Filter the data below, keeping only lines that contain "note".

====== Records provided

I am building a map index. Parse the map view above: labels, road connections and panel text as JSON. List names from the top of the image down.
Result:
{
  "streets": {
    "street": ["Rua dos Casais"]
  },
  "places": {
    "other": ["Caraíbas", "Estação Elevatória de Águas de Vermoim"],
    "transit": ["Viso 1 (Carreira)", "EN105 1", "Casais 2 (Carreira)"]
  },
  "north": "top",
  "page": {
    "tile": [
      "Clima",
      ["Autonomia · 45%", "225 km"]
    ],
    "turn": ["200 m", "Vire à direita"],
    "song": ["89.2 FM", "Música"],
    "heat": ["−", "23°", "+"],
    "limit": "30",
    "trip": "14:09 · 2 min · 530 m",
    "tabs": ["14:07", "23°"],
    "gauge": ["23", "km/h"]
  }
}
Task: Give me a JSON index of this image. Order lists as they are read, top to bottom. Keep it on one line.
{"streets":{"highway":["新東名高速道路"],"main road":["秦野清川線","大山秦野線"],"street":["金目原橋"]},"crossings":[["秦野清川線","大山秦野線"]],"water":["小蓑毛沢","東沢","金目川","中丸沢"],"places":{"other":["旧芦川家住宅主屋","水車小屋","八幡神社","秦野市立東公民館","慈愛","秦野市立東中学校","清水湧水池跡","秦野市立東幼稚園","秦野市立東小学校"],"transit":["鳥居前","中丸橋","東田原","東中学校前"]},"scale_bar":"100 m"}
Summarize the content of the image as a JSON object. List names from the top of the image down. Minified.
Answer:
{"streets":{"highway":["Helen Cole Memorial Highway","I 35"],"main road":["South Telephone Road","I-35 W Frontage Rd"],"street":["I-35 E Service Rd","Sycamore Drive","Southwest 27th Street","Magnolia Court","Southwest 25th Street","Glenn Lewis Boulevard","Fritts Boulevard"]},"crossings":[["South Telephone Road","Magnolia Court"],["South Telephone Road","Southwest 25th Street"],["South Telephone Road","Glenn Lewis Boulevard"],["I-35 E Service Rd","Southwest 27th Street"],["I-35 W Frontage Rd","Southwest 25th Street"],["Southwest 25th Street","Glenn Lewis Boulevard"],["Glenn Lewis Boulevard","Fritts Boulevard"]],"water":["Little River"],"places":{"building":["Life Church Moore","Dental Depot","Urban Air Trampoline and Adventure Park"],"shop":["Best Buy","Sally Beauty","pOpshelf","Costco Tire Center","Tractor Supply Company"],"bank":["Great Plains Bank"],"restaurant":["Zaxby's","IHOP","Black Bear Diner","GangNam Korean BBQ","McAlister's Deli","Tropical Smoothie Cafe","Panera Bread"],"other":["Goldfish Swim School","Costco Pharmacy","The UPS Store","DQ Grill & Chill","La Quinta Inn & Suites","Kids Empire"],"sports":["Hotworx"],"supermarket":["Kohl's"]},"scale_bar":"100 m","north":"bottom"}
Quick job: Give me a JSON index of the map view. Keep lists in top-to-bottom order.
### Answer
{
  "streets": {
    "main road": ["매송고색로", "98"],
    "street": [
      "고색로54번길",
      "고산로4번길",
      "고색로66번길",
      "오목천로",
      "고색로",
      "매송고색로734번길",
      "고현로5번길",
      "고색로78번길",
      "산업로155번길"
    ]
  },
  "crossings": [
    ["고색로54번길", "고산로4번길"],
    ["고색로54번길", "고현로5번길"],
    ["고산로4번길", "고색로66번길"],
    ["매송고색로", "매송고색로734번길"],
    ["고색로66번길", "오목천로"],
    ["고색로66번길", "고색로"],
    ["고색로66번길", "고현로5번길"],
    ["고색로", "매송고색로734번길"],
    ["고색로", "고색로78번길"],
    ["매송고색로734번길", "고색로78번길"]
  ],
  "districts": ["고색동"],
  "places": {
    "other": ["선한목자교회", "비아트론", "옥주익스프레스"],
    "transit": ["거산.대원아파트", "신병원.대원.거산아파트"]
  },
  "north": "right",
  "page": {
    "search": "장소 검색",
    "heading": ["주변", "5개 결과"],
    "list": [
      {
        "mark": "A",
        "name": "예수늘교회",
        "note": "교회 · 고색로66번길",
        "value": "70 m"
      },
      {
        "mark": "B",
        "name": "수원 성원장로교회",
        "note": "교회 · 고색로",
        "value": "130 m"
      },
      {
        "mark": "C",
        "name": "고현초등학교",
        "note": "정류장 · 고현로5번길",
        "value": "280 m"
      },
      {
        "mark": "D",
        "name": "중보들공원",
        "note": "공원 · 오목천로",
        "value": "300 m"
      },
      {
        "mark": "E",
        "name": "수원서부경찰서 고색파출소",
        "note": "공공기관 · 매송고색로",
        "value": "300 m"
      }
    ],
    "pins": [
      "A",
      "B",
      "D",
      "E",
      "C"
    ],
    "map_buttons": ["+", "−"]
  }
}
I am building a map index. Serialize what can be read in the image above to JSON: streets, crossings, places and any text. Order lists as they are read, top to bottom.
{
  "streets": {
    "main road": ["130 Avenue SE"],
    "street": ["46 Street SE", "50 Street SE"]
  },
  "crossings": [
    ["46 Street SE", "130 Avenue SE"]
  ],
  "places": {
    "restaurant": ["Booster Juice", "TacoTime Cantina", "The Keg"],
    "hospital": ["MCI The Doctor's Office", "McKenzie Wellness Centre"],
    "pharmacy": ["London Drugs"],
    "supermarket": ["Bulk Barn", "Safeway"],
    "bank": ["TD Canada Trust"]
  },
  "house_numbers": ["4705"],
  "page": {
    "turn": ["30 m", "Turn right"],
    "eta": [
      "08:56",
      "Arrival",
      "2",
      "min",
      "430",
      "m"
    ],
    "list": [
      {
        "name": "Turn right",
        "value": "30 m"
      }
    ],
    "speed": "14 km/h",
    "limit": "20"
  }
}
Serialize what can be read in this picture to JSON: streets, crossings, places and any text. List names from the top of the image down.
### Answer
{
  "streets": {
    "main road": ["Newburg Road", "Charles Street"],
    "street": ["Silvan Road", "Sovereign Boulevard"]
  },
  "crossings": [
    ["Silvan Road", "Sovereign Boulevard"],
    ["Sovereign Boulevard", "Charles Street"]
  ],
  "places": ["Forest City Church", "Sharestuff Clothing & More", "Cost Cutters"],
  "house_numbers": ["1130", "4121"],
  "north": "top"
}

============

» Exercise output
        "note": "교회 · 고색로66번길",
        "note": "교회 · 고색로",
        "note": "정류장 · 고현로5번길",
        "note": "공원 · 오목천로",
        "note": "공공기관 · 매송고색로",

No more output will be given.